Article

Prevalence and co-occurrence of substance use disorders and independent mood and anxiety disorders: results from the National Epidemiologic Survey on Alcohol and Related Conditions.

Laboratory of Epidemiology and Biometry, Division of Intramural Clinical and Biological Research, National Institute on Alcohol Abuse and Alcoholism, National Institutes of Health, Bethesda, MD 20892-9304, USA.
Archives of General Psychiatry (Impact Factor: 13.75). 09/2004; 61(8):807-16. DOI: 10.1001/archpsyc.61.8.807
Source: PubMed

ABSTRACT Uncertainties exist about the prevalence and comorbidity of substance use disorders and independent mood and anxiety disorders.
To present nationally representative data on the prevalence and comorbidity of DSM-IV alcohol and drug use disorders and independent mood and anxiety disorders (including only those that are not substance induced and that are not due to a general medical condition).
Face-to-face survey.
The United States.
Household and group quarters' residents.
Prevalence and associations of substance use disorders and independent mood and anxiety disorders.
The prevalences of 12-month DSM-IV independent mood and anxiety disorders in the US population were 9.21% (95% confidence interval [CI], 8.78%-9.64%) and 11.08% (95% CI, 10.43%-11.73%), respectively. The rate of substance use disorders was 9.35% (95% CI, 8.86%-9.84%). Only a few individuals with mood or anxiety disorders were classified as having only substance-induced disorders.

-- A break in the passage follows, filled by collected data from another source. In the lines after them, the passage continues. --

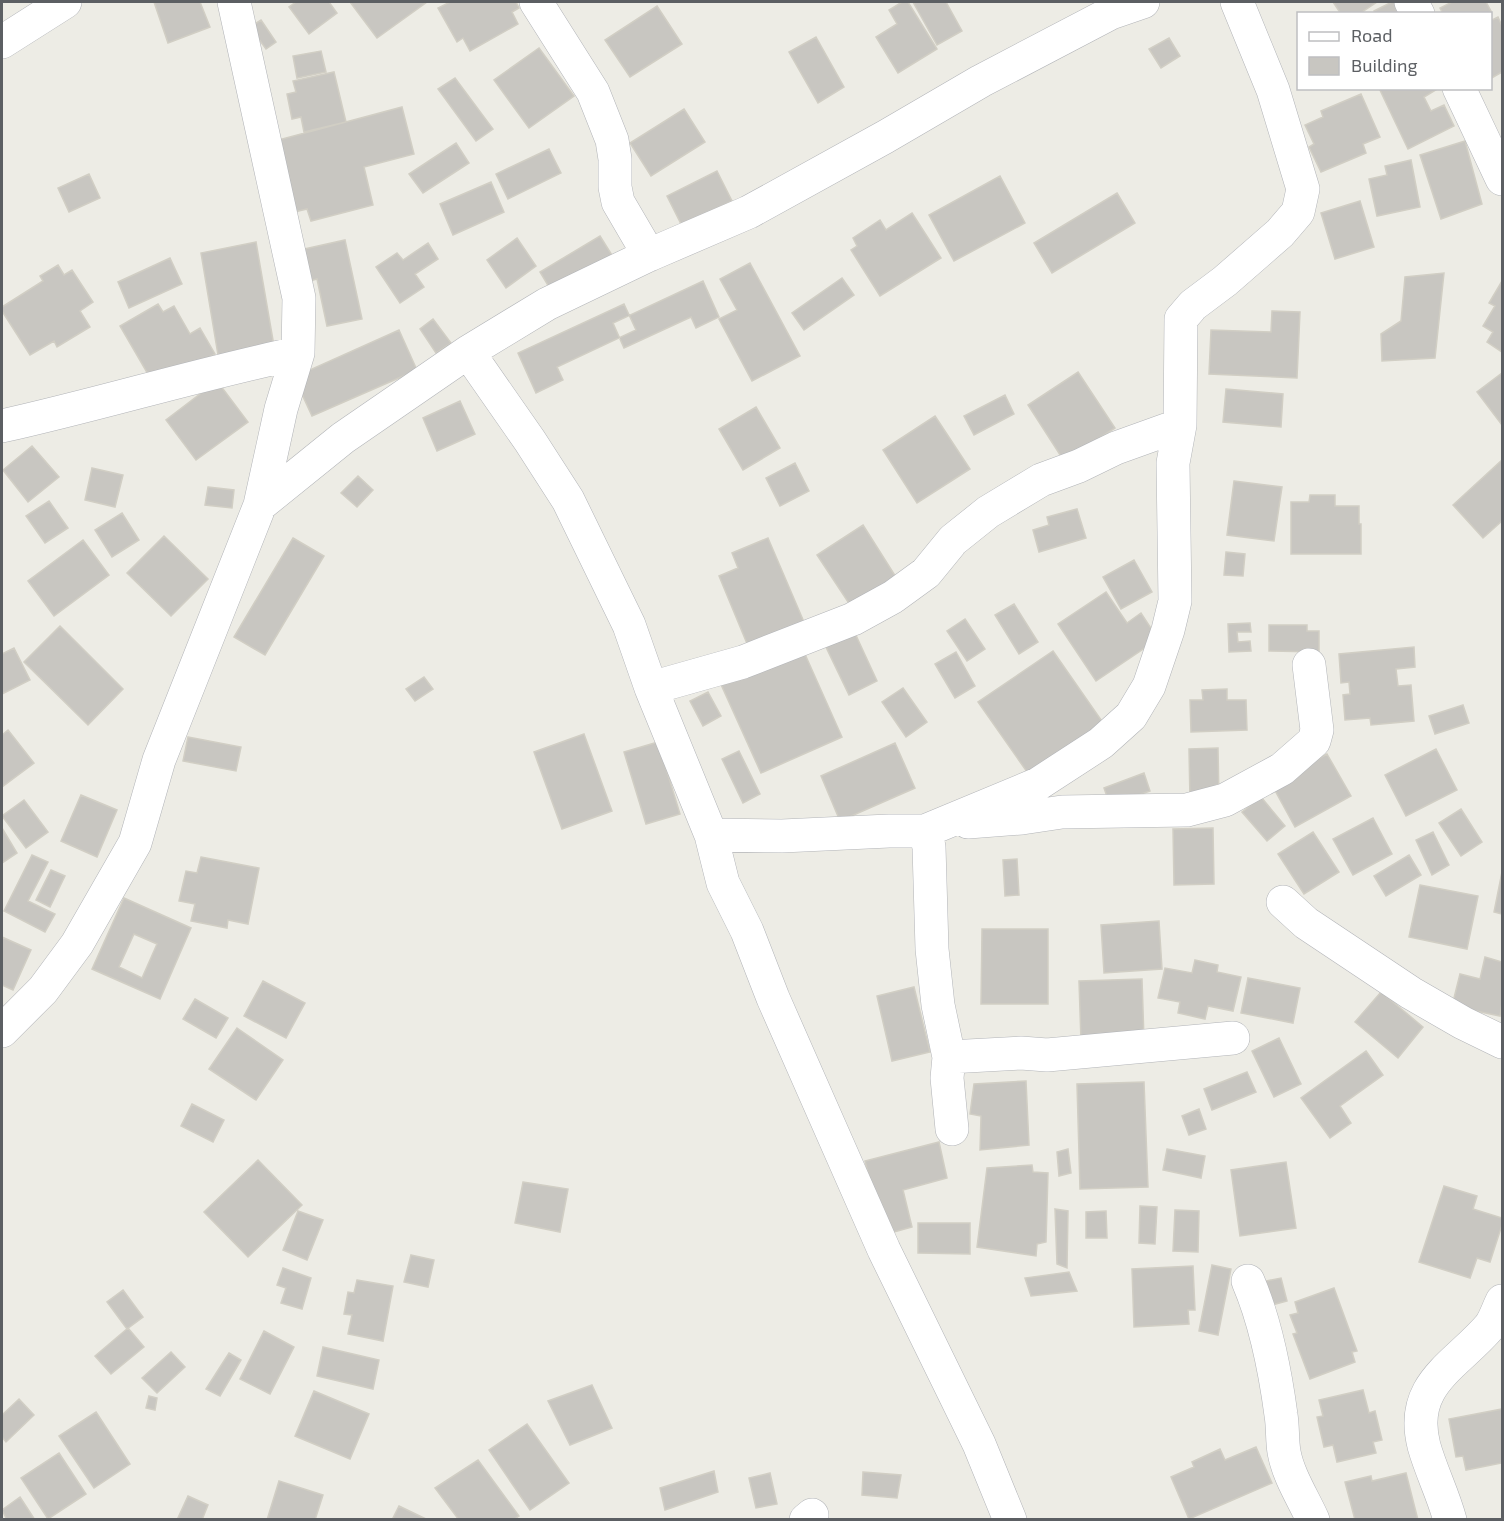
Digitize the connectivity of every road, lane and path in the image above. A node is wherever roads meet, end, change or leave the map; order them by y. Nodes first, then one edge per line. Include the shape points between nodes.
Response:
1 (65, 2) edge
2 (234, 2) edge
3 (536, 2) edge
4 (1143, 2) edge
5 (1237, 2) edge
6 (2, 42) edge
7 (1460, 90) edge
8 (1503, 179) edge
9 (649, 255) junction
10 (468, 352) junction
11 (298, 353) junction
12 (1180, 425) junction
13 (2, 426) edge
14 (260, 505) junction
15 (1309, 665) dead end
16 (651, 688) junction
17 (935, 827) junction
18 (711, 835) junction
19 (1283, 902) dead end
20 (2, 1031) edge
21 (1233, 1038) dead end
22 (1503, 1042) edge
23 (949, 1057) junction
24 (952, 1130) dead end
25 (1248, 1281) dead end
26 (1503, 1301) edge
27 (1010, 1520) edge
28 (1313, 1520) edge
29 (1450, 1520) edge

1 - 6 street
2 - 11 street via 299,298
3 - 9 street via 593,92 612,141 618,202
4 - 9 street via 1111,13 981,81 749,212
5 - 12 street via 1272,90 1303,189 1298,212 1280,232 1225,281 1192,304 1181,319
7 - 8 street
9 - 10 street via 547,304
10 - 14 street via 343,438
10 - 16 street via 568,500 629,625
11 - 13 street
11 - 14 street
12 - 16 street via 1041,480 953,540 926,573 853,619 743,662
12 - 17 street via 1173,463 1175,601 1149,686 1131,716 1101,743 1038,783
14 - 20 street via 159,760 135,843 77,944 43,990
15 - 17 street via 1317,730 1314,741 1282,769 1226,800 1187,810 1062,812
16 - 18 street
17 - 18 street via 782,836
17 - 23 street via 929,847 930,904 938,1005
18 - 27 street via 723,882 773,998 884,1250 979,1444
19 - 22 street via 1306,923 1411,993
21 - 23 street via 1047,1055
23 - 24 street
25 - 28 street via 1274,1374 1284,1452
26 - 29 street via 1491,1324 1439,1375 1426,1393 1421,1411 1424,1446

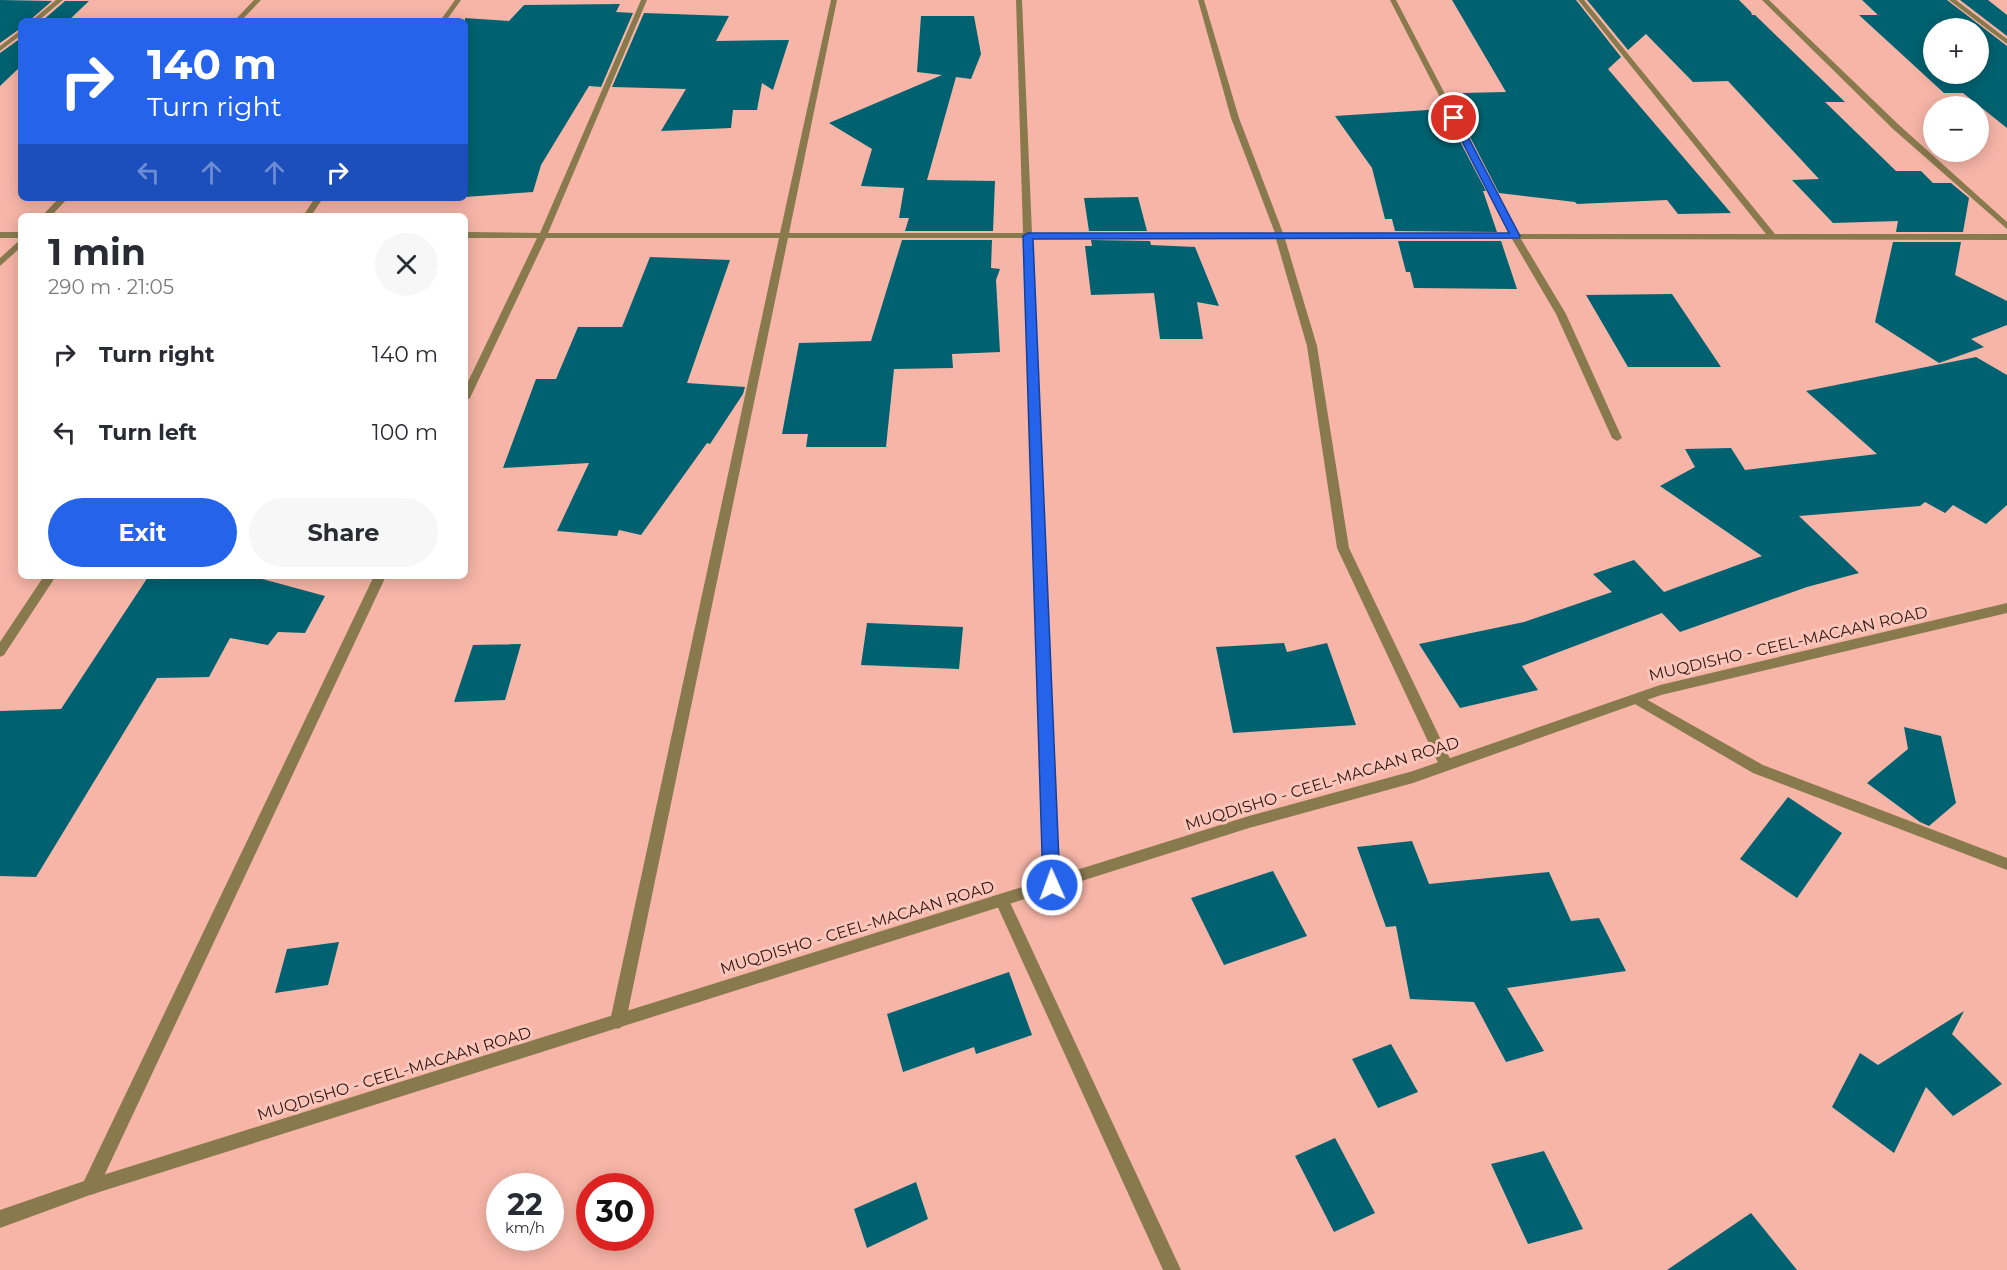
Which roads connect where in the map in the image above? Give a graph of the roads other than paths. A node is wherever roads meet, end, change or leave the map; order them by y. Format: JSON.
{"nodes":[{"id":1,"x":60,"y":0,"type":"edge"},
{"id":2,"x":258,"y":0,"type":"edge"},
{"id":3,"x":458,"y":0,"type":"edge"},
{"id":4,"x":644,"y":0,"type":"edge"},
{"id":5,"x":834,"y":0,"type":"edge"},
{"id":6,"x":1019,"y":0,"type":"edge"},
{"id":7,"x":1201,"y":0,"type":"edge"},
{"id":8,"x":1393,"y":0,"type":"edge"},
{"id":9,"x":1581,"y":0,"type":"edge"},
{"id":10,"x":1766,"y":0,"type":"edge"},
{"id":11,"x":1952,"y":0,"type":"edge"},
{"id":12,"x":38,"y":18,"type":"edge"},
{"id":13,"x":240,"y":18,"type":"edge"},
{"id":14,"x":445,"y":18,"type":"edge"},
{"id":15,"x":18,"y":34,"type":"edge"},
{"id":16,"x":2007,"y":42,"type":"edge"},
{"id":17,"x":0,"y":49,"type":"edge"},
{"id":18,"x":61,"y":201,"type":"edge"},
{"id":19,"x":49,"y":213,"type":"edge"},
{"id":20,"x":2007,"y":226,"type":"edge"},
{"id":21,"x":0,"y":235,"type":"edge"},
{"id":22,"x":18,"y":235,"type":"edge"},
{"id":23,"x":468,"y":235,"type":"edge"},
{"id":24,"x":543,"y":235,"type":"junction"},
{"id":25,"x":785,"y":235,"type":"junction"},
{"id":26,"x":1028,"y":236,"type":"junction"},
{"id":27,"x":1280,"y":236,"type":"junction"},
{"id":28,"x":1515,"y":236,"type":"junction"},
{"id":29,"x":1773,"y":237,"type":"junction"},
{"id":30,"x":2007,"y":237,"type":"edge"},
{"id":31,"x":18,"y":245,"type":"edge"},
{"id":32,"x":0,"y":263,"type":"edge"},
{"id":33,"x":468,"y":392,"type":"edge"},
{"id":34,"x":1617,"y":438,"type":"dead end"},
{"id":35,"x":48,"y":579,"type":"edge"},
{"id":36,"x":379,"y":579,"type":"edge"},
{"id":37,"x":2007,"y":608,"type":"edge"},
{"id":38,"x":0,"y":652,"type":"edge"},
{"id":39,"x":1637,"y":699,"type":"junction"},
{"id":40,"x":1446,"y":765,"type":"junction"},
{"id":41,"x":2007,"y":864,"type":"edge"},
{"id":42,"x":1052,"y":885,"type":"junction"},
{"id":43,"x":1002,"y":901,"type":"junction"},
{"id":44,"x":618,"y":1021,"type":"junction"},
{"id":45,"x":90,"y":1187,"type":"junction"},
{"id":46,"x":0,"y":1219,"type":"edge"},
{"id":47,"x":1172,"y":1270,"type":"edge"}],
"edges":[{"from":1,"to":12,"type":"street"},
{"from":2,"to":13,"type":"street"},
{"from":3,"to":14,"type":"street"},
{"from":4,"to":24,"type":"street"},
{"from":5,"to":25,"type":"street"},
{"from":6,"to":26,"type":"street"},
{"from":7,"to":27,"type":"street"},
{"from":8,"to":28,"type":"street"},
{"from":9,"to":29,"type":"street"},
{"from":10,"to":20,"type":"street"},
{"from":11,"to":16,"type":"street"},
{"from":15,"to":17,"type":"street"},
{"from":18,"to":19,"type":"street"},
{"from":21,"to":22,"type":"street"},
{"from":23,"to":24,"type":"street"},
{"from":24,"to":25,"type":"street"},
{"from":24,"to":33,"type":"street"},
{"from":25,"to":26,"type":"street"},
{"from":25,"to":44,"type":"street"},
{"from":26,"to":27,"type":"street"},
{"from":26,"to":42,"type":"street"},
{"from":27,"to":28,"type":"street"},
{"from":27,"to":40,"type":"street"},
{"from":28,"to":29,"type":"street"},
{"from":28,"to":34,"type":"street"},
{"from":29,"to":30,"type":"street"},
{"from":31,"to":32,"type":"street"},
{"from":35,"to":38,"type":"street"},
{"from":36,"to":45,"type":"street"},
{"from":37,"to":39,"type":"street","name":"MUQDISHO - CEEL-MACAAN ROAD"},
{"from":39,"to":40,"type":"street","name":"MUQDISHO - CEEL-MACAAN ROAD"},
{"from":39,"to":41,"type":"street"},
{"from":40,"to":42,"type":"street","name":"MUQDISHO - CEEL-MACAAN ROAD"},
{"from":42,"to":43,"type":"street","name":"MUQDISHO - CEEL-MACAAN ROAD"},
{"from":43,"to":44,"type":"street","name":"MUQDISHO - CEEL-MACAAN ROAD"},
{"from":43,"to":47,"type":"street"},
{"from":44,"to":45,"type":"street","name":"MUQDISHO - CEEL-MACAAN ROAD"},
{"from":45,"to":46,"type":"street","name":"MUQDISHO - CEEL-MACAAN ROAD"}]}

Associations between most substance use disorders and independent mood and anxiety disorders were positive and significant (P<.05).
Substance use disorders and mood and anxiety disorders that develop independently of intoxication and withdrawal are among the most prevalent psychiatric disorders in the United States. Associations between most substance use disorders and independent mood and anxiety disorders were overwhelmingly positive and significant, suggesting that treatment for a comorbid mood or anxiety disorder should not be withheld from individuals with substance use disorders.